WORK INSTRUCTION: Hunt through the lines below for the string "ПУШКИНОВА" and copy each one that has it.

___ DATASET RECORDS

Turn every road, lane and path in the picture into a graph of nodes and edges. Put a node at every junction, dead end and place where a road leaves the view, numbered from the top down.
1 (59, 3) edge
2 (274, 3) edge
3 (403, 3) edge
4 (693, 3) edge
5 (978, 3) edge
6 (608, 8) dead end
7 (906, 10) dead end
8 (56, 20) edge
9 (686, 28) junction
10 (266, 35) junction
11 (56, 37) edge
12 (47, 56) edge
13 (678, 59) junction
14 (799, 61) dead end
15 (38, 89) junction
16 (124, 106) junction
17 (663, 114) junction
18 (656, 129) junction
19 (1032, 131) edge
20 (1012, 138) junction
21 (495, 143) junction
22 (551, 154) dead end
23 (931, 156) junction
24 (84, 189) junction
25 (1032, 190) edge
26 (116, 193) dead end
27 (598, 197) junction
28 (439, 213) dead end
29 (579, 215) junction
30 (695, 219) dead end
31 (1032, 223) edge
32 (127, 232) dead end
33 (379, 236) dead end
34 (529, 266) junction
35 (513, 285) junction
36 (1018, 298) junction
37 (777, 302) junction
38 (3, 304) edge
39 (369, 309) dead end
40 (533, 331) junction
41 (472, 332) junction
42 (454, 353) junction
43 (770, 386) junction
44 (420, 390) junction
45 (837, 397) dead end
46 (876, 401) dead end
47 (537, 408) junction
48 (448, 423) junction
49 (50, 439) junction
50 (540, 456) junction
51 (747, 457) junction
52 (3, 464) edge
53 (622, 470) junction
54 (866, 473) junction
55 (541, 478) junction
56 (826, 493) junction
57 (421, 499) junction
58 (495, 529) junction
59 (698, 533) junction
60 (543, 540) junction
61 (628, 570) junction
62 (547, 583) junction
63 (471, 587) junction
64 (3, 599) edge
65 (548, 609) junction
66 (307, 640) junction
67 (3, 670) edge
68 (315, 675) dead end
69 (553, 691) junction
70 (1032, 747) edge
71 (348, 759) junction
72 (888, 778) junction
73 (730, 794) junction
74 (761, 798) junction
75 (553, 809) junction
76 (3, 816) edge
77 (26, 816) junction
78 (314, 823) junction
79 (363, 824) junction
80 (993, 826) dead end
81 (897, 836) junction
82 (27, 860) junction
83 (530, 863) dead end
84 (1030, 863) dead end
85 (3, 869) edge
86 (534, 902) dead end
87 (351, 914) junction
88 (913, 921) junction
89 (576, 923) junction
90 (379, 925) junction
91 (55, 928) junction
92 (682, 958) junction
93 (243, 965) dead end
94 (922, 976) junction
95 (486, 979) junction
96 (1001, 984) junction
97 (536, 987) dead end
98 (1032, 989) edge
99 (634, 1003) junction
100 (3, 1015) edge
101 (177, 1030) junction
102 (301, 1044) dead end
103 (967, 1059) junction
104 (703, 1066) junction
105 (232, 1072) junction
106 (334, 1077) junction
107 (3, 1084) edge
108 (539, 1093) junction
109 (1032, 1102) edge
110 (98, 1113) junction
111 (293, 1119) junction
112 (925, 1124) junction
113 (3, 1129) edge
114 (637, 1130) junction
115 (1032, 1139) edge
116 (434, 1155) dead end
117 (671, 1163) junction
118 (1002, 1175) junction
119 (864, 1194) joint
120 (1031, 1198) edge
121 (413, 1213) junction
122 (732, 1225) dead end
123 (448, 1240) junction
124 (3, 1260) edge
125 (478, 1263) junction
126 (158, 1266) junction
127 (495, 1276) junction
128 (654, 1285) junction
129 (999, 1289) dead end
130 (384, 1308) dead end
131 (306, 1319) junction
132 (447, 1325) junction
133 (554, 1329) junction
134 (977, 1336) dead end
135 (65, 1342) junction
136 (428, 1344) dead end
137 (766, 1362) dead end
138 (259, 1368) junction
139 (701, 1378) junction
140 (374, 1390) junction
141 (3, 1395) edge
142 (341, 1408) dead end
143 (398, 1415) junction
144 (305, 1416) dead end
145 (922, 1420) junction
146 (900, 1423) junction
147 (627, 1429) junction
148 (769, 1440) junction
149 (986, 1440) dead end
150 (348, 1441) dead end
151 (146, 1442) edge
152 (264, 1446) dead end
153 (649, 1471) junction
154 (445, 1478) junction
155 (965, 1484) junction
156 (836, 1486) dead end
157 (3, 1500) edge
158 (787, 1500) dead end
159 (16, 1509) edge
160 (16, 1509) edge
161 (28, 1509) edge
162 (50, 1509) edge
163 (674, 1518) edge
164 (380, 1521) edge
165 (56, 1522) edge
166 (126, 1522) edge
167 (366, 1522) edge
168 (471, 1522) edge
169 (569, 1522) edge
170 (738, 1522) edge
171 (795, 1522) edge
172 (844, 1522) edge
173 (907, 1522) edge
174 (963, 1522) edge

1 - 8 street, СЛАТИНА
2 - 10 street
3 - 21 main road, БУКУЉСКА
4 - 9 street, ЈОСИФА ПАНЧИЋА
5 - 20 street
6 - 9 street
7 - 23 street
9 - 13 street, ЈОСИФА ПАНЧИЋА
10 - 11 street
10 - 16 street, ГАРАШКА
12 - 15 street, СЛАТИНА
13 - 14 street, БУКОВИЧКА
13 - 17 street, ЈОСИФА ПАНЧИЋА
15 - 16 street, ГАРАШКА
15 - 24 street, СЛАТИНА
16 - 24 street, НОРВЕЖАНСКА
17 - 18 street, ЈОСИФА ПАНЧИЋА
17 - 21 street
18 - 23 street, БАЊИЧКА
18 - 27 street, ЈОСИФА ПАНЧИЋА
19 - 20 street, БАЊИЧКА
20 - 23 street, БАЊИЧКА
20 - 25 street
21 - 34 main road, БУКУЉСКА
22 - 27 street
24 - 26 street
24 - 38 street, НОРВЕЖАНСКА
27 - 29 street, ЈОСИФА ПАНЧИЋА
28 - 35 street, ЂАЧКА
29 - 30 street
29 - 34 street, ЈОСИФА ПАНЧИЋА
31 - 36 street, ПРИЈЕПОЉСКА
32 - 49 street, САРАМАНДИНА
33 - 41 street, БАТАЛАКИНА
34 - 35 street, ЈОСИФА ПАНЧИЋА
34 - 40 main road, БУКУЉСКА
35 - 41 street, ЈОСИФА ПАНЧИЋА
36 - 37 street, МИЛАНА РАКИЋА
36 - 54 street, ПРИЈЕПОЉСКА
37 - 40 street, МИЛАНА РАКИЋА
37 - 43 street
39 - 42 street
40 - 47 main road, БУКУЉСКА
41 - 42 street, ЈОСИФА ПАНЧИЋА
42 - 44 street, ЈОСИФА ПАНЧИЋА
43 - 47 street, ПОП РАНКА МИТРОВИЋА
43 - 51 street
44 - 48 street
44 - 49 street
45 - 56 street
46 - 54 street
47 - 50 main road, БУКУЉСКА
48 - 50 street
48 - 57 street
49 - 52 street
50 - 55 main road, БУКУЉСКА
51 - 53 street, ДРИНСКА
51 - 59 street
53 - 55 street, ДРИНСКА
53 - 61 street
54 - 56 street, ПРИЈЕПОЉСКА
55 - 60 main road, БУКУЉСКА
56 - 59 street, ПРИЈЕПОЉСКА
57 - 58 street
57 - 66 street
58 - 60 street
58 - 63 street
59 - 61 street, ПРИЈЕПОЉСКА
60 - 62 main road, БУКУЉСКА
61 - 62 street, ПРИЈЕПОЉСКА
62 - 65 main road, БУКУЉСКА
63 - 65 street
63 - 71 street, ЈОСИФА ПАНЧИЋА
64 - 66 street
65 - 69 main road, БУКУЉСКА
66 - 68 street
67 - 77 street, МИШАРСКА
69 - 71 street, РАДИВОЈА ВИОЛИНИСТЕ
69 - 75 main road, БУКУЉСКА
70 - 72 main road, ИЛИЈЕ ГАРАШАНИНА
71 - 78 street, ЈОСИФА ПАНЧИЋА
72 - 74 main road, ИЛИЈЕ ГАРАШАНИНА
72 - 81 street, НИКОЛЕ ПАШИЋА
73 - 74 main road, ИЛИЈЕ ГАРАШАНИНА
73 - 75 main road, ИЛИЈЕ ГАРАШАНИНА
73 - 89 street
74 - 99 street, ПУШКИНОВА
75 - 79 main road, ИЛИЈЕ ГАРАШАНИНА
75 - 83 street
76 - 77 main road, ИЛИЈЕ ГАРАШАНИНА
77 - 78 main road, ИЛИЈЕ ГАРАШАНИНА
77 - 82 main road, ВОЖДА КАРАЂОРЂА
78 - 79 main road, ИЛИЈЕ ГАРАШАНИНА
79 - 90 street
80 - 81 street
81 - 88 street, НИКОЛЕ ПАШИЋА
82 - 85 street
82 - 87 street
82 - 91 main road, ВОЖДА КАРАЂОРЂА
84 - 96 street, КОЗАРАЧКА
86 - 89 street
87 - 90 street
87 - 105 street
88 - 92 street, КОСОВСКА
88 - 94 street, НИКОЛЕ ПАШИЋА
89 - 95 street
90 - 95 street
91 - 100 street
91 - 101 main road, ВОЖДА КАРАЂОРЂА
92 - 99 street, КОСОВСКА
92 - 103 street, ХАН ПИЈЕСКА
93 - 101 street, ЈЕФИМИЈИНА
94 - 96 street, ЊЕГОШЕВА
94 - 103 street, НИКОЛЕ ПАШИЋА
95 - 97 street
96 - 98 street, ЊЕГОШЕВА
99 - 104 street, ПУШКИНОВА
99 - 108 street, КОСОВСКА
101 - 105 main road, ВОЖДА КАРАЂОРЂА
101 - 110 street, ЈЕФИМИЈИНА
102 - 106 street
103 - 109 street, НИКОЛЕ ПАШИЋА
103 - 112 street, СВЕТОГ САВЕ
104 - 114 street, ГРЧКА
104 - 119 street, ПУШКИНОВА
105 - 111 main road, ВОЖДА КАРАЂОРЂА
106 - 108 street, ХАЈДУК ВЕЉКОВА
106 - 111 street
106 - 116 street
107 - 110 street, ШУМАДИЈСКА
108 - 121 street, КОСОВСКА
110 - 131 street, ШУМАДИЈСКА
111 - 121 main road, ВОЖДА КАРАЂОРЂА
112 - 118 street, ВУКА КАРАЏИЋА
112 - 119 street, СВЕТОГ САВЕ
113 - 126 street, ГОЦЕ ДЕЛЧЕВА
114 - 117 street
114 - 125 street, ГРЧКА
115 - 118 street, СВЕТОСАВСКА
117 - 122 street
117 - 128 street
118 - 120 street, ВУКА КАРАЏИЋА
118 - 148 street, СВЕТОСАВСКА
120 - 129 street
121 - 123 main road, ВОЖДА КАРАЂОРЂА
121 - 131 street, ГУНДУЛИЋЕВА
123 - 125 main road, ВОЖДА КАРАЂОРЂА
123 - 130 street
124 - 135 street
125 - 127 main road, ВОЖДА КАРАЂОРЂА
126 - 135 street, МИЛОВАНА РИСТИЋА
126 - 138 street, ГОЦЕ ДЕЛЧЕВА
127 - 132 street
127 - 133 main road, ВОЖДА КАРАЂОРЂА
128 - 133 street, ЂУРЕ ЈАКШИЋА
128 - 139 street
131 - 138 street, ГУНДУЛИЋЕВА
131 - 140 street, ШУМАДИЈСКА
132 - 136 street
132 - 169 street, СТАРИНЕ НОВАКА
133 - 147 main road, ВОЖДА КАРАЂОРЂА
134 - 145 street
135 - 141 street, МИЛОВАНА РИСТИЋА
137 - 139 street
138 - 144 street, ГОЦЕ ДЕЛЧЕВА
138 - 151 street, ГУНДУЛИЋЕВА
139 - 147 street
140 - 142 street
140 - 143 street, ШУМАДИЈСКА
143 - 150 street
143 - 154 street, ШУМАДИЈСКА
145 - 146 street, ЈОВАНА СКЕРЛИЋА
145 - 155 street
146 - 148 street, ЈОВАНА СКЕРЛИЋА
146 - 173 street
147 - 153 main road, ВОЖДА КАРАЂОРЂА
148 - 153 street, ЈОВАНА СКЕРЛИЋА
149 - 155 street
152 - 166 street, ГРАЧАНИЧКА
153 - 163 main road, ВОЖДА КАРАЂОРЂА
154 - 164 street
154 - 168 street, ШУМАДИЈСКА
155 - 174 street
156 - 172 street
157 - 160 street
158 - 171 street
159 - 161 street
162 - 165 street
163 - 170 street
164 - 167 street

______

ANSWER BOX:
74 - 99 street, ПУШКИНОВА
99 - 104 street, ПУШКИНОВА
104 - 119 street, ПУШКИНОВА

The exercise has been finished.